How Do We Translate a Trailblazing Judgment Into Trailblazing Abortion Care?

The Supreme Court of India. Photo: PTI


  • On September 29, the Supreme Court ruled in a pathbreaking judgment that “all women are entitled to a safe and legal abortion”, recognising reproductive autonomy as a basic right.
  • But health care providers continue to be ‘gatekeepers’ of abortion to women, so even though the judgment was good, will it be really implemented on the ground?
  • Here, the authors select relevant portions of the verdict, list the associated gender-blind practices and specify how those practices can or should change in light of the verdict.

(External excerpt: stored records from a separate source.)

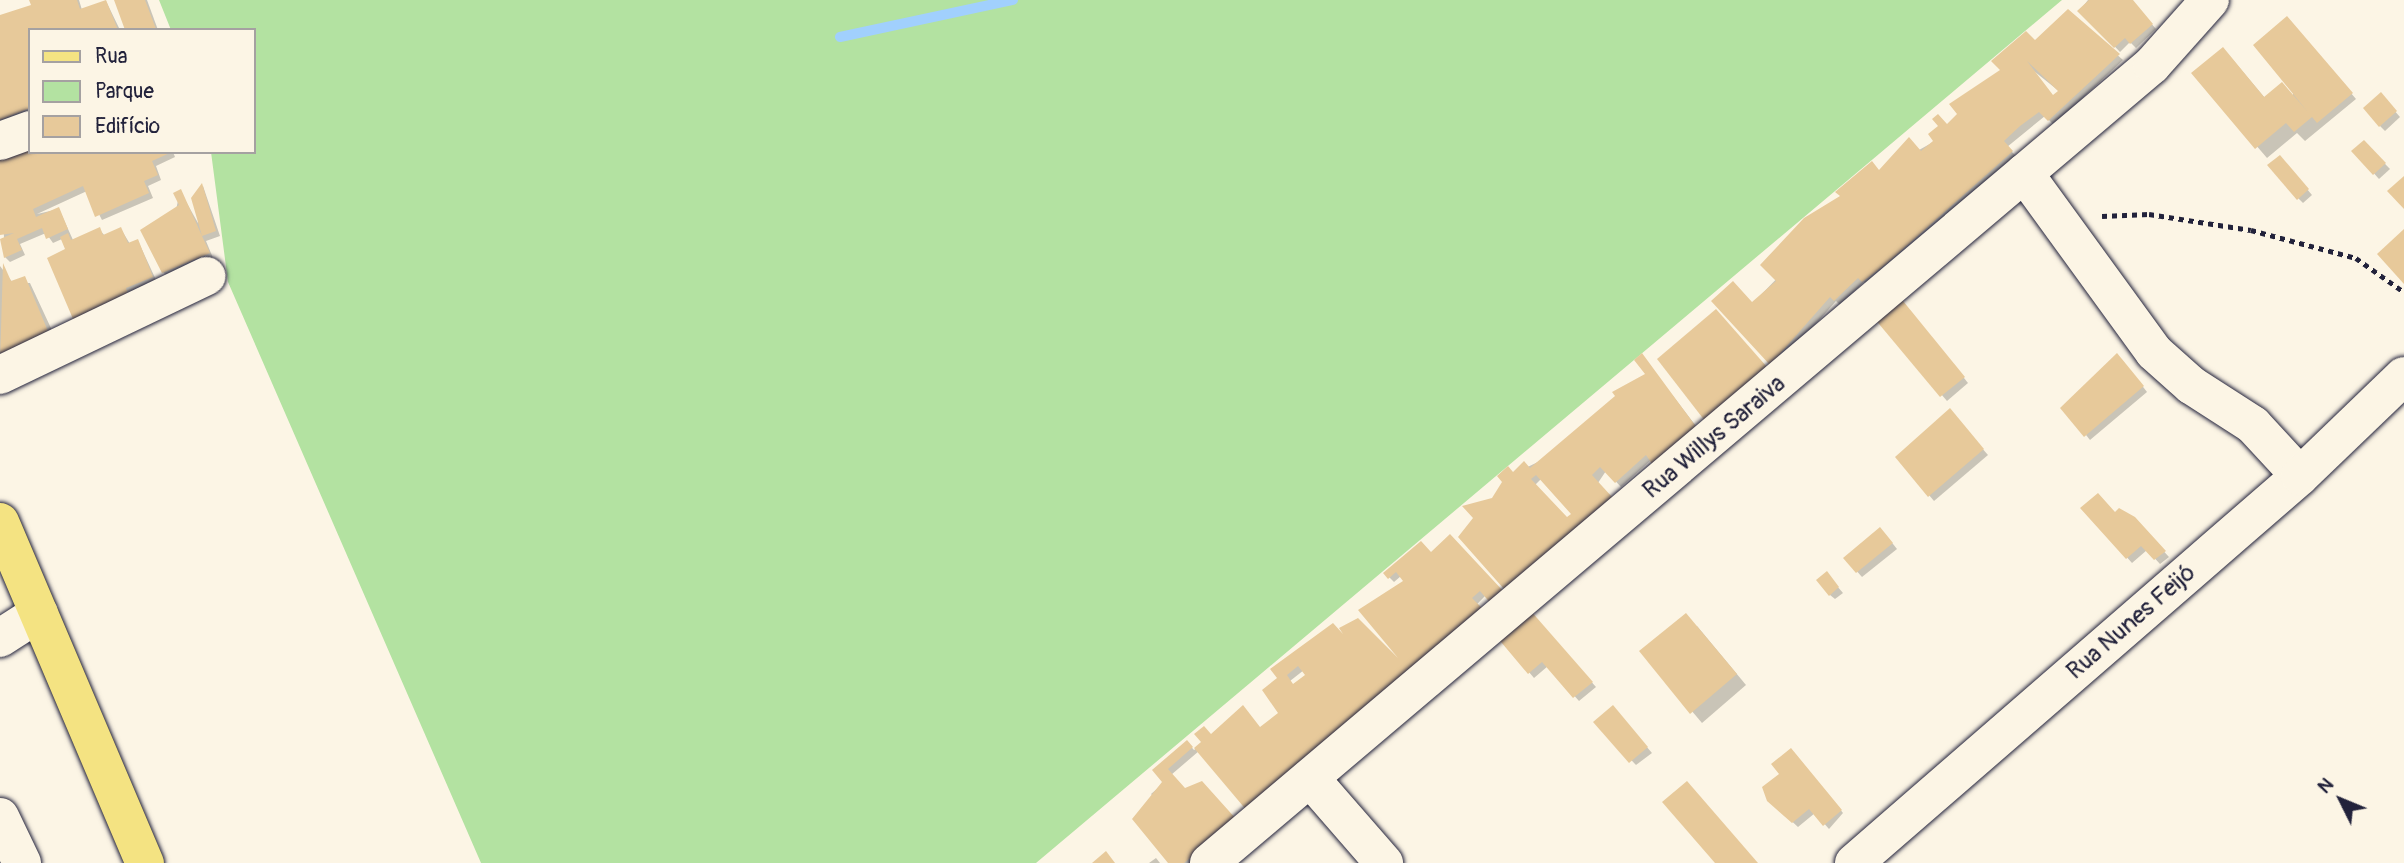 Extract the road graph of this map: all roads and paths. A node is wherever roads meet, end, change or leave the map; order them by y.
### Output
1 (2210, 0) edge
2 (28, 131) edge
3 (0, 141) edge
4 (2024, 173) junction
5 (2062, 218) junction
6 (207, 276) dead end
7 (2404, 292) edge
8 (0, 375) edge
9 (2404, 376) edge
10 (2300, 476) junction
11 (0, 522) edge
12 (39, 613) junction
13 (0, 638) edge
14 (1310, 778) junction
15 (0, 817) edge
16 (22, 863) edge
17 (145, 863) edge
18 (1209, 863) edge
19 (1384, 863) edge
20 (1854, 863) edge

1 - 4 street, Rua Willys Saraiva
2 - 3 street
4 - 5 street
4 - 14 street, Rua Willys Saraiva
5 - 7 path
5 - 10 street
6 - 8 street
9 - 10 street, Rua Nunes Feijó
10 - 20 street, Rua Nunes Feijó
11 - 12 main road
12 - 13 street
12 - 17 main road
14 - 18 street, Rua Willys Saraiva
14 - 19 street
15 - 16 street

On September 29, the Supreme Court ruled that “all women are entitled to a safe and legal abortion”. The order addressed not just the issue of abortion but highlighted the sexual, reproductive and health rights of women – thus recognising reproductive autonomy as a basic right.

The judgment has been applauded by people from all walks of society, which it deserves to be – but health care providers (HCPs) continue to be the ‘gatekeepers’ in provision of abortion to women. So there is a need to ask: even though the judgment was pathbreaking, will it be really implemented on the ground in its true spirit?

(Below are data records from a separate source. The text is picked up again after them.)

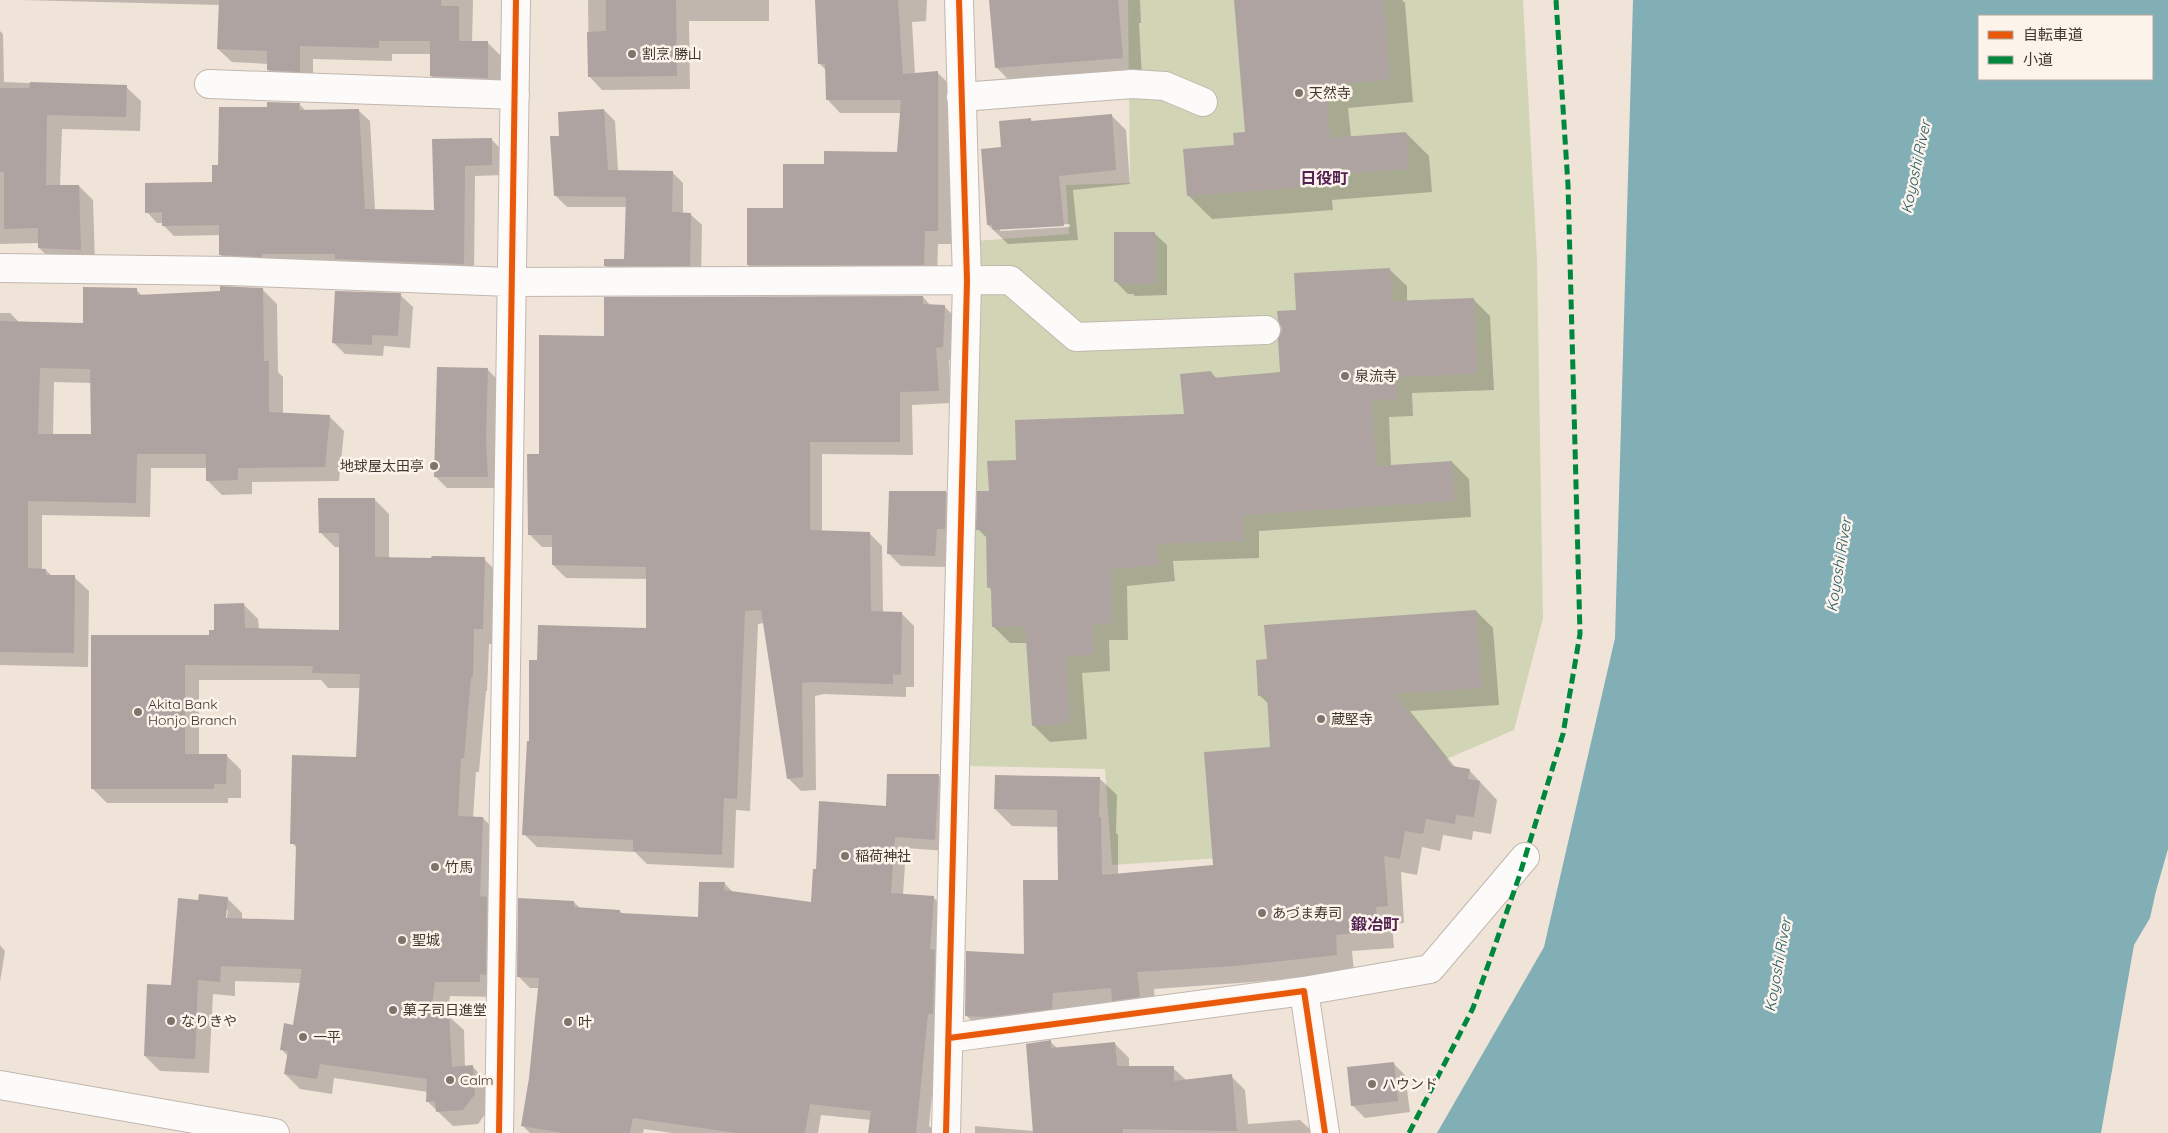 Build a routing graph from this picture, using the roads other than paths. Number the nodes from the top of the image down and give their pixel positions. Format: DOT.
graph roads {
  1 [pos="516,0"];
  2 [pos="959,0"];
  3 [pos="209,84"];
  4 [pos="515,95"];
  5 [pos="961,97"];
  6 [pos="1204,102"];
  7 [pos="0,268"];
  8 [pos="967,281"];
  9 [pos="512,282"];
  10 [pos="1266,330"];
  11 [pos="1525,857"];
  12 [pos="1304,991"];
  13 [pos="949,1038"];
  14 [pos="0,1085"];
  15 [pos="275,1133"];
  16 [pos="499,1133"];
  17 [pos="946,1133"];
  18 [pos="1325,1133"];
  1 -- 4 [label="street"];
  2 -- 5 [label="street"];
  3 -- 4 [label="street"];
  4 -- 9 [label="street"];
  5 -- 6 [label="street"];
  5 -- 8 [label="street"];
  7 -- 9 [label="street"];
  8 -- 9 [label="street"];
  8 -- 10 [label="street"];
  8 -- 13 [label="street"];
  9 -- 16 [label="street"];
  11 -- 12 [label="street"];
  12 -- 13 [label="street"];
  12 -- 18 [label="street"];
  13 -- 17 [label="street"];
  14 -- 15 [label="street"];
}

That is, are our HCPs equipped and sensitive enough to provide abortion to each and every woman coming to them, as stated by the law?

There is enough and more evidence which suggests that women, especially those belonging to the lower socio-economic class, in rural areas, the ones coming from marginalised communities and single women find it difficult, at times impossible, to get an unwanted pregnancy medically terminated, especially in public health facilities, because of which they end up with risky and illegal abortions that endanger their lives.

Although the court’s order states that doctors “must refrain from imposing extralegal conditions on women seeking to terminate their pregnancies in accordance with the law,” the reality is far from it.

What would it take to change reality, however? In the following list, we select certain relevant portions of the apex court’s verdict, enumerate the associated gender-blind practices and specify how those practices can or should change in light of the verdict.

1. “The term woman in this judgement as including persons other than cis-gender women who may require access to safe medical termination of their pregnancies…”

Prevalent gender-blind practices: It is evident that individuals who don’t conform to binary sexual orientation and gender identities are excluded from accessing health care in a range of ways. There is little understanding among HCPs that pregnancy can arise even among persons who are not cis-women, who may not have undergone gender reconstruction surgeries or may be in the process of transformation, still retaining organs of the female reproductive system and thus can get pregnant. (And they do, thanks to sexual violence and the practice of “corrective rape” as a way to “cure” homosexuality.)

Gender-sensitive practices expected: With the new judicial interpretation, HCPs will be expected to provide services to any person who is pregnant and needs an abortion. For this, their limited understanding of gender needs to expand. They will have to understand the specific vulnerabilities of transmen and lesbian women owing to which they can get pregnant, and provide abortion services to them without any bias.

2. “Significant reliance ought to be placed on each woman’s own estimation of whether she is in a position to continue and carry to term her pregnancy…”

Prevalent gender-blind practices: Current practices are indicative of the fact that the opinion of a pregnant woman seeking abortion is given the least importance. In spite of the law not requiring anyone’s consent other than that of the adult pregnant woman, HCPs also require the consent of the husband or the woman’s guardians. HCPs also try to deter pregnant women seeking an abortion if it is a first pregnancy, by stoking fears of secondary infertility, and “counsel” them to continue the pregnancy.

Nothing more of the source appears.